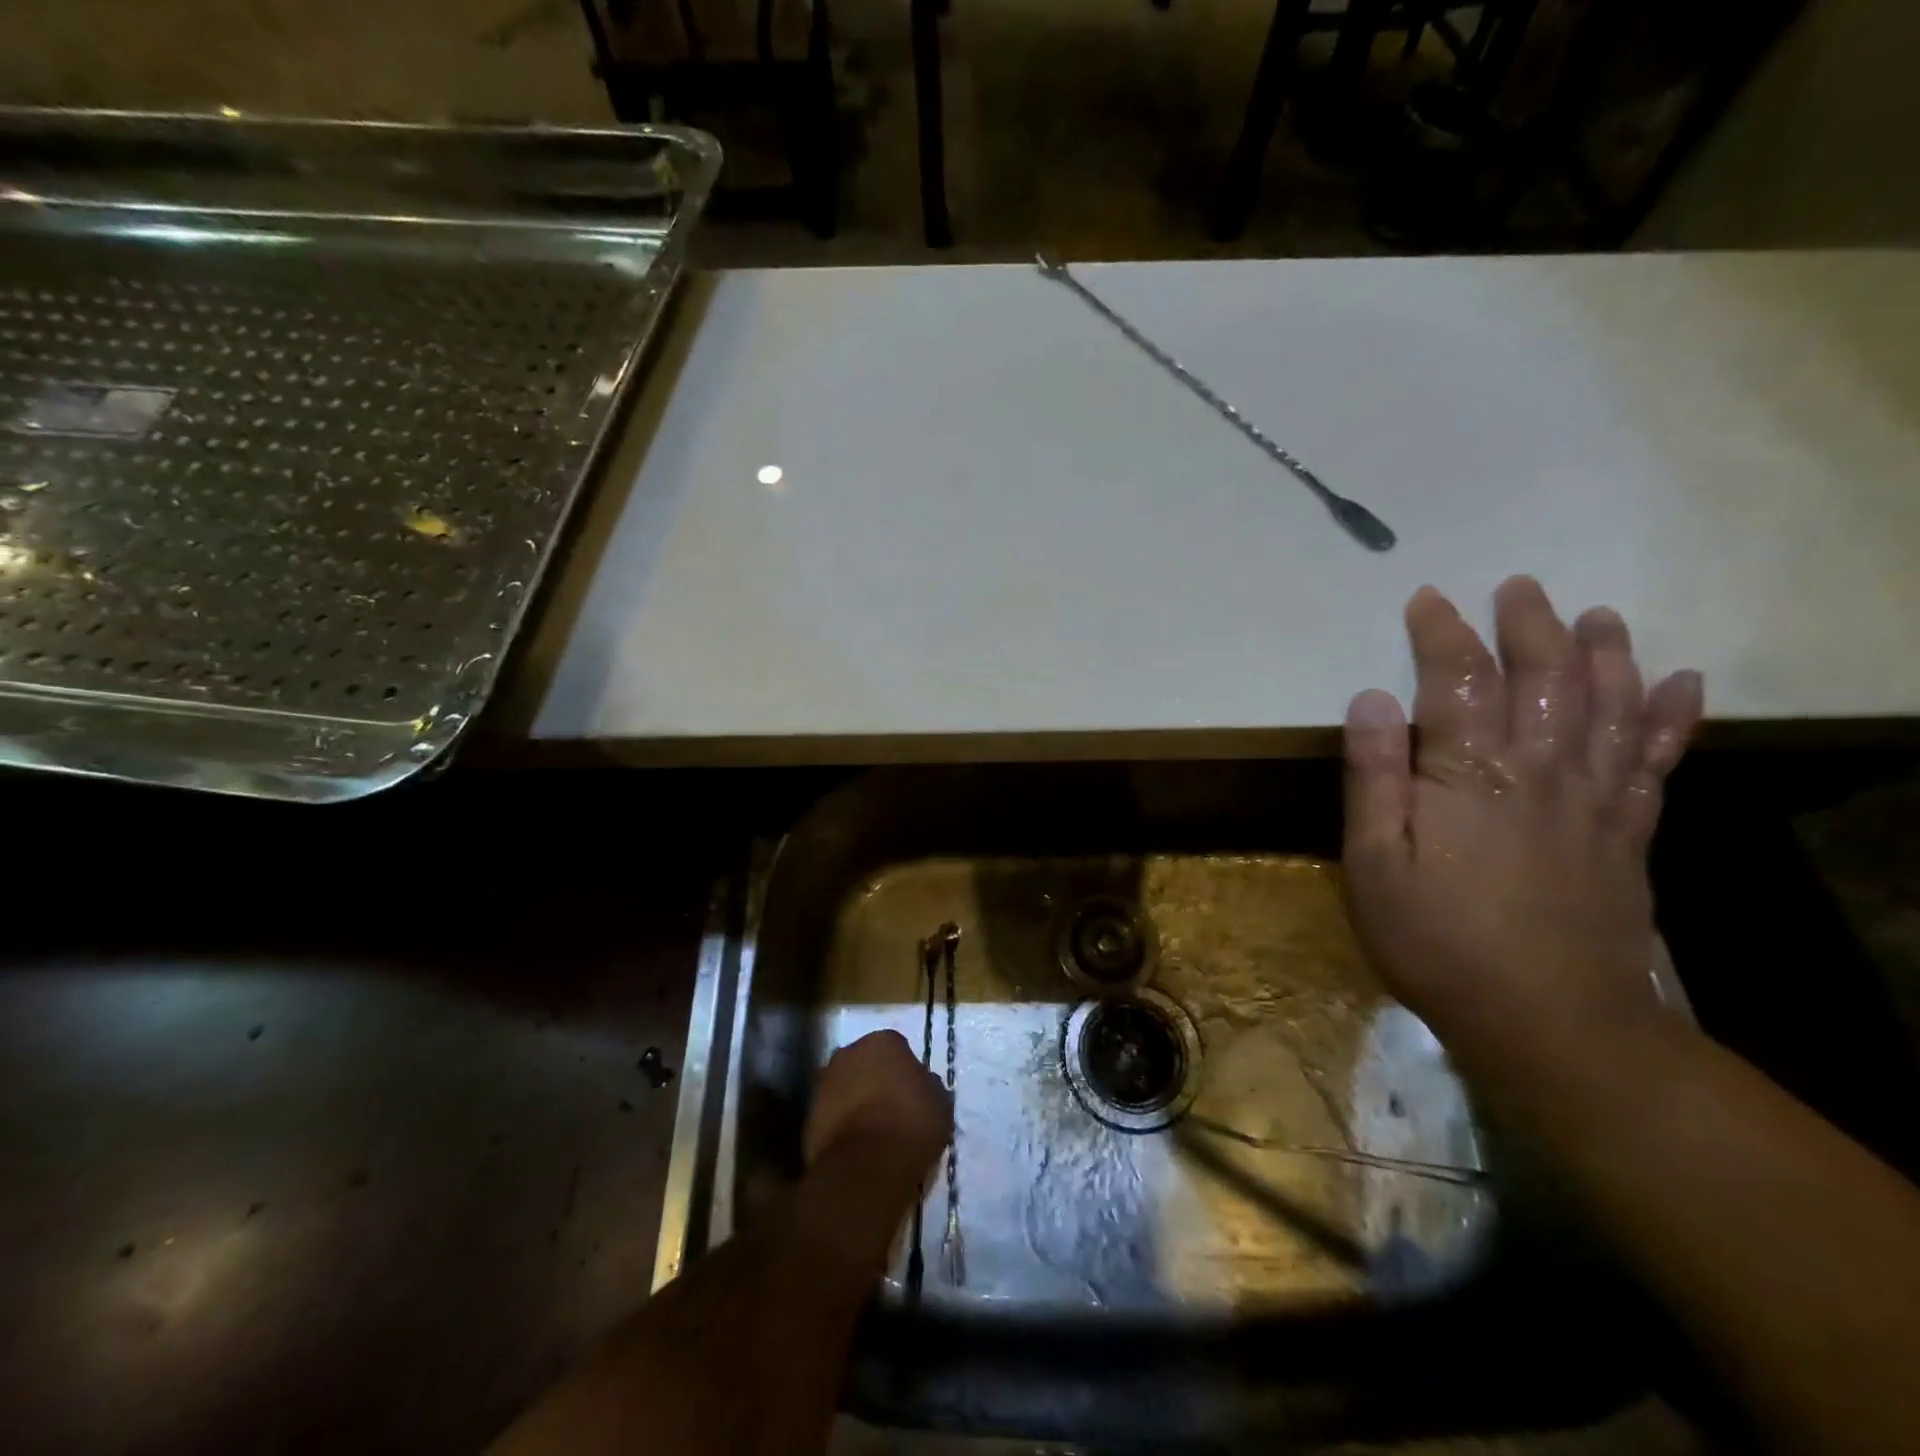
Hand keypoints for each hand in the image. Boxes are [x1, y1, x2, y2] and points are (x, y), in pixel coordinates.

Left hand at [805, 1030, 951, 1175]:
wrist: (866, 1165)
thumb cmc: (911, 1124)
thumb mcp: (940, 1104)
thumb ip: (929, 1087)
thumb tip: (924, 1085)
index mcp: (883, 1041)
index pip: (897, 1048)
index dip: (906, 1071)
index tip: (914, 1093)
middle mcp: (849, 1052)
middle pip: (866, 1063)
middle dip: (876, 1081)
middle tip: (893, 1110)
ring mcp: (824, 1082)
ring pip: (846, 1088)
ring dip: (856, 1103)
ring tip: (875, 1133)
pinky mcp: (808, 1114)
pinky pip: (832, 1115)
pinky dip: (842, 1126)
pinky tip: (858, 1147)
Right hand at [1341, 576, 1704, 1074]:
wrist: (1548, 1019)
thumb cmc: (1436, 939)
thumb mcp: (1372, 862)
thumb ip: (1373, 776)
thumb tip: (1371, 698)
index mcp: (1468, 773)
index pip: (1459, 680)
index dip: (1443, 633)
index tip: (1428, 598)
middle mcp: (1539, 768)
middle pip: (1544, 677)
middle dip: (1530, 625)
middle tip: (1520, 587)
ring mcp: (1593, 798)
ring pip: (1607, 705)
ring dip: (1605, 654)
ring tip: (1600, 615)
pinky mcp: (1627, 832)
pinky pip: (1655, 760)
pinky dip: (1670, 717)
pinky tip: (1680, 683)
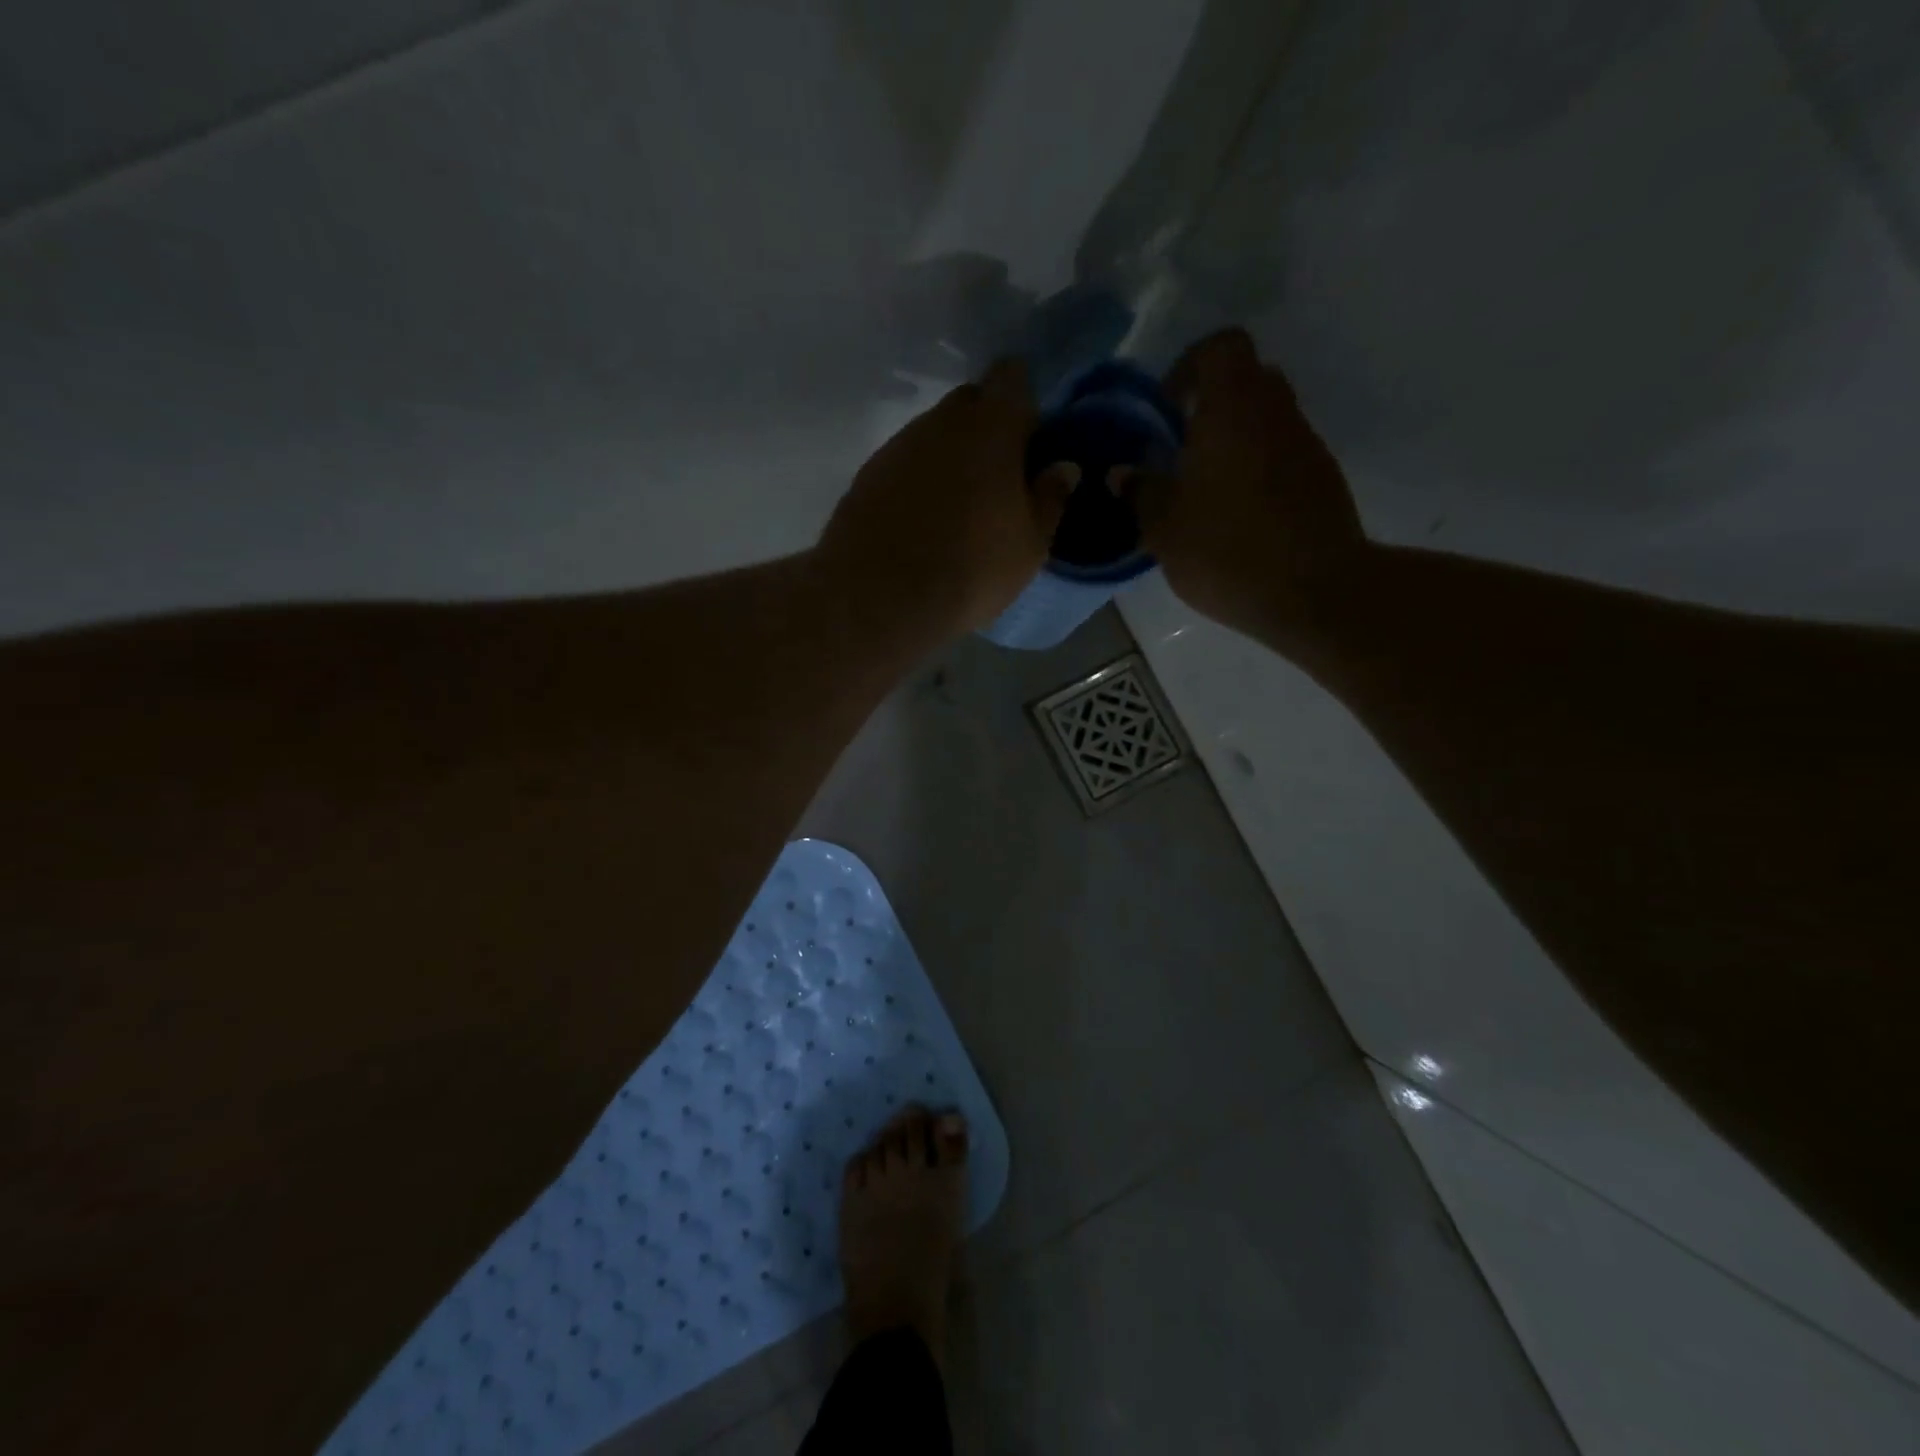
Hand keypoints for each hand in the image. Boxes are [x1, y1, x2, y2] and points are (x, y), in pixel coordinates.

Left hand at [817, 359, 1075, 640]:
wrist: (880, 597)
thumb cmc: (971, 569)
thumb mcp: (1030, 546)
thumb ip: (1050, 499)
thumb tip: (1063, 467)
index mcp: (991, 428)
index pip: (1011, 378)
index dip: (1023, 400)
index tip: (1030, 436)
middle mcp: (940, 422)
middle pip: (969, 402)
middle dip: (986, 427)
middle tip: (998, 475)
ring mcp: (898, 445)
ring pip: (933, 434)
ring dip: (949, 456)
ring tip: (957, 506)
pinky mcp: (867, 474)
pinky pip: (903, 462)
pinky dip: (918, 479)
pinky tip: (921, 519)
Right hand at [1135, 330, 1367, 643]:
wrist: (1314, 592)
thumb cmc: (1227, 550)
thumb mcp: (1163, 527)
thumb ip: (1140, 492)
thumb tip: (1123, 473)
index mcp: (1233, 409)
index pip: (1221, 347)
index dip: (1190, 366)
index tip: (1167, 408)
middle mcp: (1276, 412)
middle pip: (1247, 380)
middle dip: (1211, 405)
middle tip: (1181, 448)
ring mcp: (1306, 445)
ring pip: (1266, 420)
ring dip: (1234, 441)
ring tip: (1203, 489)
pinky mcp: (1322, 479)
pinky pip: (1282, 455)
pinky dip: (1257, 469)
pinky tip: (1236, 515)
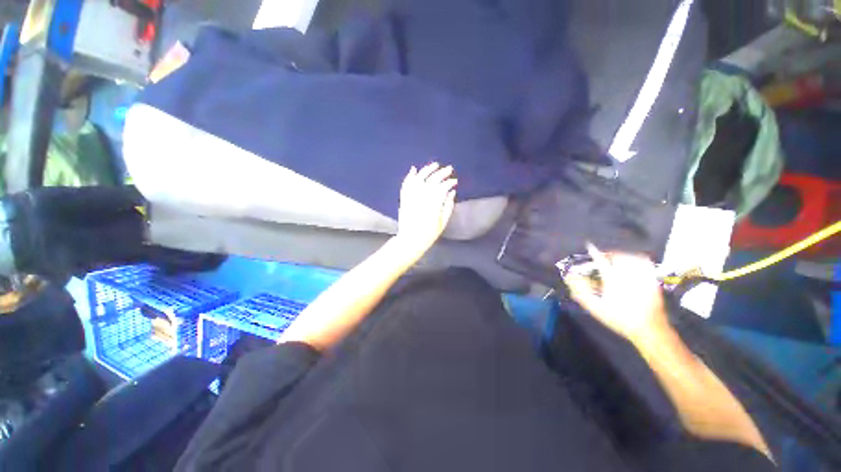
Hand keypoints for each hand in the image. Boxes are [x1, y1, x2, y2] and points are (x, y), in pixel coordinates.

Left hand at [394, 163, 456, 257]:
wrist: (410, 241)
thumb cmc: (429, 234)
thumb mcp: (442, 223)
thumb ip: (448, 206)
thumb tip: (452, 192)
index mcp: (433, 205)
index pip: (442, 188)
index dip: (449, 183)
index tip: (454, 181)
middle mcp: (422, 199)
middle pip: (432, 181)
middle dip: (441, 173)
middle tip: (449, 169)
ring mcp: (411, 198)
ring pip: (419, 179)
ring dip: (427, 170)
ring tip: (434, 165)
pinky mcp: (404, 199)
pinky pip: (406, 185)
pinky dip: (409, 176)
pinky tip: (414, 169)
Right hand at [562, 244, 668, 343]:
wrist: (649, 329)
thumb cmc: (619, 318)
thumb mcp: (596, 307)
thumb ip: (581, 292)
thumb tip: (570, 277)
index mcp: (613, 280)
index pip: (601, 261)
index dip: (594, 252)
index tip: (589, 246)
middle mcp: (628, 275)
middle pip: (618, 256)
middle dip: (609, 254)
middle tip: (603, 257)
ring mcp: (643, 276)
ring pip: (632, 257)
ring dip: (623, 255)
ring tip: (617, 258)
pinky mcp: (653, 280)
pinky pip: (646, 263)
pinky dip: (639, 259)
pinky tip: (636, 261)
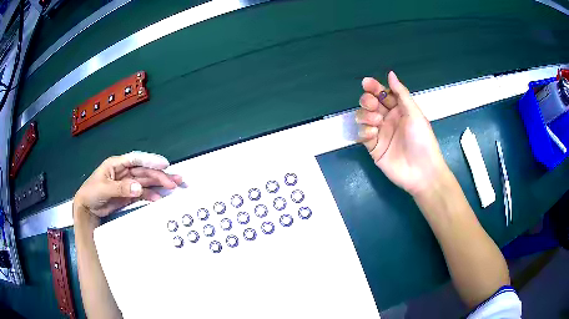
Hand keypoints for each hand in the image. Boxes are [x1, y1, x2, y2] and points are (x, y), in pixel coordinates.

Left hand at [73, 151, 182, 225]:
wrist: (87, 209)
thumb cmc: (91, 193)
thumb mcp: (104, 188)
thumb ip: (121, 188)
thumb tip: (139, 188)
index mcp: (117, 164)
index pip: (136, 159)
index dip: (150, 161)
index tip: (164, 165)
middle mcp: (124, 172)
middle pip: (144, 171)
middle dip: (160, 175)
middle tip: (175, 181)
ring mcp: (128, 183)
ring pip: (146, 181)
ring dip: (159, 184)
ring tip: (173, 186)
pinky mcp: (129, 194)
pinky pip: (142, 193)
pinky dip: (151, 196)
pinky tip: (159, 198)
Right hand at [356, 71, 447, 195]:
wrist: (421, 171)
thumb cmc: (422, 140)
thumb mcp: (414, 113)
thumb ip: (401, 93)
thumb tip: (390, 73)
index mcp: (399, 110)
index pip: (382, 94)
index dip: (374, 87)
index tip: (366, 83)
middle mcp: (388, 119)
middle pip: (369, 104)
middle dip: (367, 101)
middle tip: (372, 105)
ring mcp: (379, 133)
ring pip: (363, 117)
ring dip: (365, 116)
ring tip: (376, 123)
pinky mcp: (373, 147)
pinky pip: (362, 134)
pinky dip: (364, 132)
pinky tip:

| Try it |
For this exercise, copy each line of the data above exactly, from the first through the line containing "ring mcp: (1593, 798)", and drop the pictures.

| Output for this task |
Hand keypoints for each hand in the image. Boxes are [x1, y1, x2, y2] and points are (x, y), in pixel coordinates.

Left hand at [805, 1030, 951, 1175]:
wrist: (866, 1165)
thumb cmc: (911, 1124)
thumb mcp: (940, 1104)
thumb ip: (929, 1087)
thumb tip: (924, 1085)
index mcp: (883, 1041)
index pip: (897, 1048)
index dip: (906, 1071)
index tip: (914, 1093)
middle mcp: (849, 1052)
middle pip: (866, 1063)
middle dip: (876, 1081)
middle tip: (893, 1110)
ring mcp: (824, 1082)
ring pip: (846, 1088)
ring dip: (856, 1103)
ring tip: (875, 1133)
pinky mcp: (808, 1114)
pinky pip: (832, 1115)
pinky dip: (842, 1126)
pinky tip: (858, 1147)
Right hand at [1341, 576, 1704, 1074]:
wrist: (1548, 1019)
thumb cmc: (1436, 939)
thumb mcp: (1372, 862)
thumb ip: (1373, 776)
thumb tip: (1371, 698)
index mcp: (1468, 773)
index pip: (1459, 680)
index dip: (1443, 633)
index tip: (1428, 598)
middle mcp: (1539, 768)
middle pip: (1544, 677)
middle dip: (1530, 625)
middle tip: (1520, 587)
ring mcp: (1593, 798)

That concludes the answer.